In the case of Going, Co. Treas., v. A., T. S. F. Ry. Co.,88 Okla. 283, 213 Pac., page 84, the principle involved in this case was there decided adverse to the holding in the opinion of the court herein. The plaintiff sued the county treasurer for the return of part of a one-mill tax levy, made for the benefit of the common school fund in the county. In making up the budget, estimated income from sources as here, accruing, was not taken into consideration, or deducted from the total amount to be raised by an ad valorem levy. The court denied the plaintiff's contention in an opinion written by Justice Cochran, wherein in part he said:

"Since it is our opinion that the money in the common school fund does not belong to the county, and the income for the benefit of the common school fund from *Page 9 state apportionment, interest on daily balances, etc., is not an income of the county, these items should not be deducted from the total amount of the apportionment in arriving at the amount to be raised by ad valorem tax for the fiscal year."

The court also said:

"1. Funds in the hands of the county treasurer as a part of the common school funds are not county funds, but belong to the various school districts of the county, and the county treasurer is simply designated by law as the proper agency for receiving the various items going into such fund, and for the disbursement thereof upon the order of the county superintendent."

"3. The various items of income for the common school fund, including the amount to be received from the state apportionment, interest on daily balances, mortgage tax fees, fees from registration of choses in action, marriage license fees, fines and forfeitures, and gross production taxes, are not to be considered items of income of the county, and should not be deducted by the excise board from the total appropriations for the current expenses of the county in determining the amount to be raised by ad valorem tax."

Also:

"Section 5809, C. O. S. 1921, provides that all warrants upon the county treasurer shall be issued upon the order of the board of county commissioners, signed by the chairman thereof, and attested by the county clerk. It seems clear to us from the foregoing provisions that the moneys paid to the county treasurer for the common school fund was never intended by the Legislature to be considered county funds, but, on the contrary, was intended as a fund for the use of the various school districts of the county, and the county treasurer is simply designated by law as the proper agency for receiving the various items going into the common school fund, and shall disburse the same upon the order of the county superintendent without any action on the part of the county commissioners whatever."

In the case of Board of Com'rs of Carter County v. School District No. 19, 119 Okla. 20, 248 P. 324, this court held contrary to the opinion in the instant case. In that case, the independent school district No. 19 sued the county for money turned into the general fund by the county treasurer and which was state aid funds, and which should have been turned over to the plaintiff school district, and which fund was received by the county treasurer as the state apportionment, according to the scholastics, of the said independent school district.

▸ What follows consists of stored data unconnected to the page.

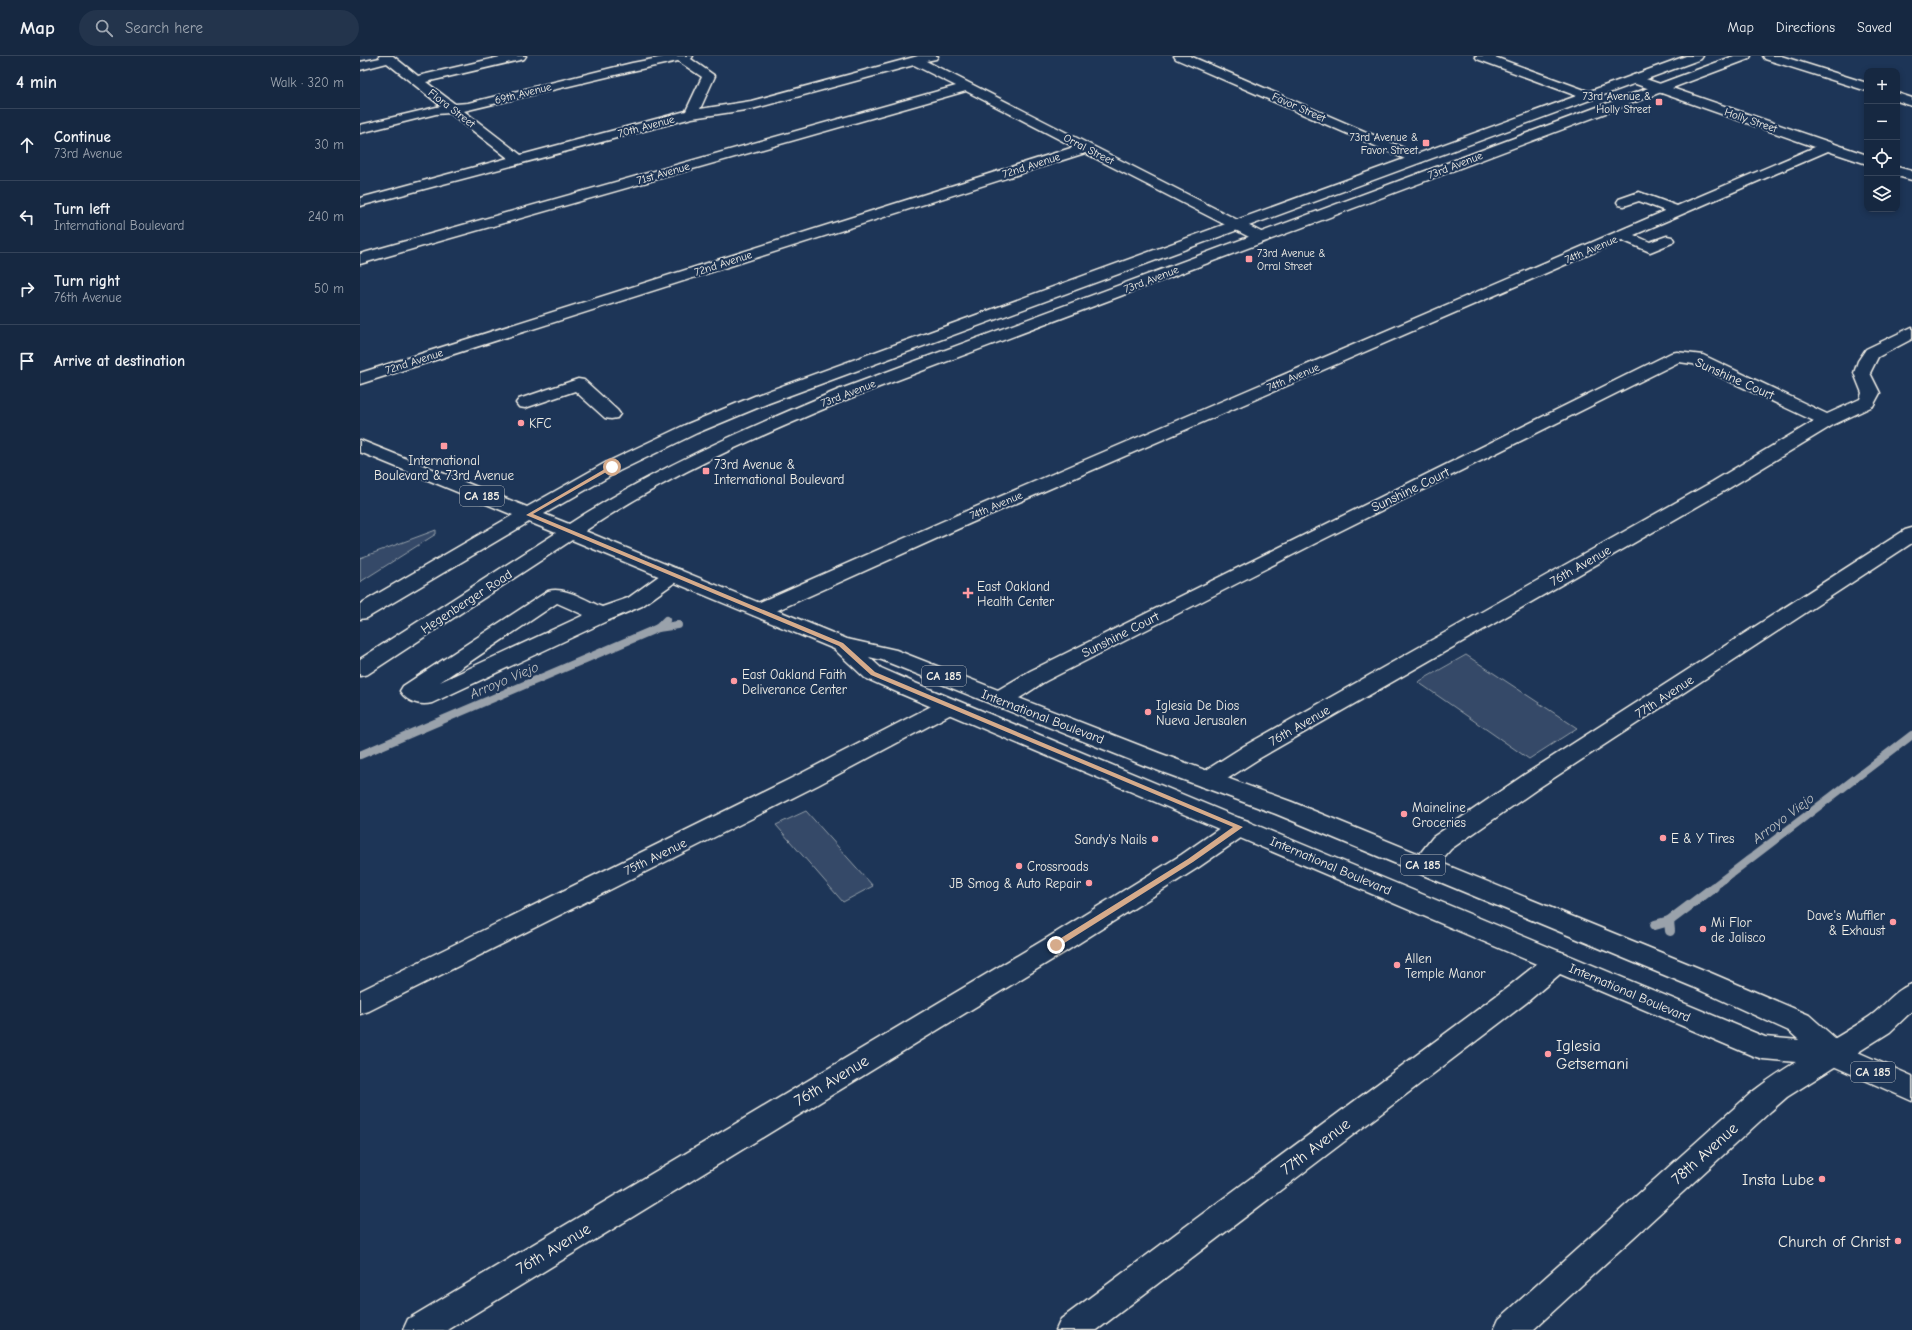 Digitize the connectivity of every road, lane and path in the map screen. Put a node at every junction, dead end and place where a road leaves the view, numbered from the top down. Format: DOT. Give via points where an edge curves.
graph roads {
  1 [pos="520,56"];
  2 [pos="932,56"];
  3 [pos="1180,56"];
  4 [pos="1481,56"];
  5 [pos="1697,56"];
  6 [pos="1745,56"];
  7 [pos="1769,56"];
  8 [pos="683,57"];
  9 [pos="387,58"];
  10 [pos="916,60"];
  11 [pos="360,66"];
  12 [pos="1634,79"];
  13 [pos="416,80"];
  14 [pos="1864,86"];
  15 [pos="967,87"];
  16 [pos="1659,88"];
  17 [pos="1588,96"];
  18 [pos="1900,98"];
  19 [pos="1912,102"];
  20 [pos="453,108"];
  21 [pos="691,114"];
  22 [pos="360,129"];
  23 [pos="1828,146"];
  24 [pos="1085,148"];
  25 [pos="1417,159"];
  26 [pos="1864,159"];
  27 [pos="519,160"];
  28 [pos="1900,172"];
  29 [pos="1912,176"];
  30 [pos="360,202"];
  31 [pos="1624,202"];
  32 [pos="1678,211"];
  33 [pos="1235,225"];
  34 [pos="1622,235"];
  35 [pos="1262,238"];
  36 [pos="1667,240"];
  37 [pos="360,259"];
  38 [pos="1912,332"];
  39 [pos="360,379"];
  40 [pos="525,403"];
  41 [pos="611,414"];
  42 [pos="1827,421"];
  43 [pos="360,445"];
  44 [pos="529,515"];
  45 [pos="571,532"];
  46 [pos="1912,534"];
  47 [pos="674,574"];
  48 [pos="760,610"];
  49 [pos="360,613"];
  50 [pos="602,615"];
  51 [pos="841,644"];
  52 [pos="360,669"];
  53 [pos="999,699"];
  54 [pos="949,706"];
  55 [pos="1208,780"];
  56 [pos="1239,827"];
  57 [pos="1423,865"];
  58 [pos="1558,962"];
  59 [pos="1912,995"];
  60 [pos="360,1003"];
  61 [pos="1834,1054"];
  62 [pos="1912,1089"];
  63 [pos="419,1330"];
  64 [pos="1072,1330"];
  65 [pos="1510,1330"];
  1 -- 13 [label="street"];
  2 -- 10 [label="street, 70th Avenue"];
  3 -- 25 [label="street, Favor Street"];
  4 -- 17 [label="street"];
  5 -- 12 [label="street, 73rd Avenue"];
  6 -- 16 [label="street, 73rd Avenue"];
  7 -- 14 [label="street"];
  8 -- 20 [label="street, 69th Avenue" via="468,107"];
  8 -- 21 [label="street" via="709,76"];
  9 -- 11 [label="street"];
  9 -- 13 [label="street, Flora Street"];
  10 -- 15 [label="street, Orral Street"];
  10 -- 21 [label="street, 70th Avenue" via="752,105"];
  12 -- 16 [label="street, Holly Street"];
  12 -- 17 [label="street, 73rd Avenue"];
  13 -- 20 [label="street, Flora Street"];
  15 -- 24 [label="street, Orral Street"];
  15 -- 37 [label="street, 71st Avenue"];
  16 -- 23 [label="street, Holly Street"];
  16 -- 35 [label="street, 73rd Avenue"];
  17 -- 25 [label="street, 73rd Avenue"];
  18 -- 19 [label="street"];
  20 -- 22 [label="street, 69th Avenue"];
  20 -- 27 [label="street, Flora Street"];
  21 -- 27 [label="street, 70th Avenue"];
  23 -- 26 [label="street, Holly Street"];
  23 -- 32 [label="street, 74th Avenue"];
  24 -- 33 [label="street, Orral Street"];
  24 -- 39 [label="street, 72nd Avenue"];
  25 -- 33 [label="street, 73rd Avenue"];
  27 -- 30 [label="street, 70th Avenue"];
  28 -- 29 [label="street"];
  31 -- 32 [label="street" via="1638,196"];
  32 -- 34 [label="street, 74th Avenue"];
  33 -- 35 [label="street, Orral Street"];
  33 -- 44 [label="street, 73rd Avenue" via="750,404 642,453"];
  34 -- 36 [label="street" via="1650,247"];
  34 -- 48 [label="street, 74th Avenue" via="964,519"];
  35 -- 45 [label="street, 73rd Avenue" via="811,407 672,471 608,507"];
  38 -- 42 [label="street, 76th Avenue" via="1872,353 1866,361 1862,373 1871,393 1867,402"];
  40 -- 41 [label="street" via="578,384"];
  42 -- 53 [label="street, Sunshine Court" via="1697,359 1677,357 1307,540 1038,676"];
  42 -- 55 [label="street, 76th Avenue" via="1719,486 1252,752"];
  43 -- 44 [label="street, International Boulevard / CA 185"];
  44 -- 45 [label="street, International Boulevard / CA 185"];
  44 -- 49 [label="street"];
  45 -- 47 [label="street, International Boulevard / CA 185"];
  45 -- 52 [label="street, Hegenberger Road"];
  46 -- 57 [label="street, 77th Avenue" via="1532,781 1442,842"];
  47 -- 48 [label="street, International Boulevard / CA 185"];
  47 -- 50 [label="street" via="635,602"];
  48 -- 51 [label="street, International Boulevard / CA 185"];
  50 -- 50 [label="street" via="555,595 411,691 424,698"];
  51 -- 53 [label="street, International Boulevard / CA 185" via="888,655"];
  51 -- 54 [label="street, International Boulevard / CA 185" via="873,673"];
  53 -- 55 [label="street, International Boulevard / CA 185"];
  54 -- 56 [label="street, International Boulevard / CA 185"];
  54 -- 60 [label="street, 75th Avenue" via="810,779"];
  55 -- 57 [label="street, International Boulevard / CA 185"];
  56 -- 58 [label="street, International Boulevard / CA 185"];
  56 -- 63 [label="street, 76th Avenue" via="1056,945"];
  57 -- 61 [label="street, International Boulevard / CA 185" via="1702,980 1798,1023"];
  58 -- 61 [label="street, International Boulevard / CA 185" via="1763,1048"];
  58 -- 64 [label="street, 77th Avenue"];
  59 -- 61 [label="street, 78th Avenue" via="1880,1024"];
  61 -- 62 [label="street, International Boulevard / CA 185"];
  61 -- 65 [label="street, 78th Avenue" via="1777,1089 1761,1102"];
}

The court said:

"The school population of the county under the law of the state consists of all persons of school age, whether of the white or negro race.

"Under section 9822, C. O. S. 1921, one-sixth of the gross production tax, as therein provided, must be delivered by the State Auditor to the county treasurer, to be credited to the common school fund of the county in proportion to the school population of such county; that is, the credit shall be entered showing the amount each one of school age is entitled to by an equal division of such fund; and under section 10315, C. O. S. 1921, the county superintendent of public instruction is charged with the duty of apportioning this fund among the school districts and parts of districts in the county; and, when this is done, it is the duty of the county treasurer to turn over to each treasurer of the respective independent school districts, subject to the use of the board of education of such district, the full amount so apportioned, and it is no defense for not so doing that the school or schools of the district had been otherwise financed."

In commenting upon the ownership of such moneys under section 3, art. 11, of the Constitution and the School Code of the state, this court said:

"It (meaning the money — ours) did not belong to the county at the time it was received, and we cannot see how it could belong to the county to take the place of the ad valorem taxes collected from the county to support the separate schools in district 19. There is no law for this exchange, and we do not think there is any construction that would justify this contention."

Following this last-cited case, this court held contrary to the instant opinion in the case of School District No. 68, Bryan Co., v. Board of Com'rs of Bryan County (a suit against the county) 122 Okla. 116, 251 P. 1118, in which this court stated that the law announced in the said case of School District No. 19 of Carter County was applicable. This language was used:

"The law applicable to that case is equally applicable to the case at bar, and upon the authority of that case, the judgment of the district court of Bryan county is reversed and the cause remanded with instructions to the trial court to render judgment for the plaintiff."

In both of these last-cited cases, the school districts recovered large judgments against counties for money received by the county treasurer from state aid and diverted to use of the county.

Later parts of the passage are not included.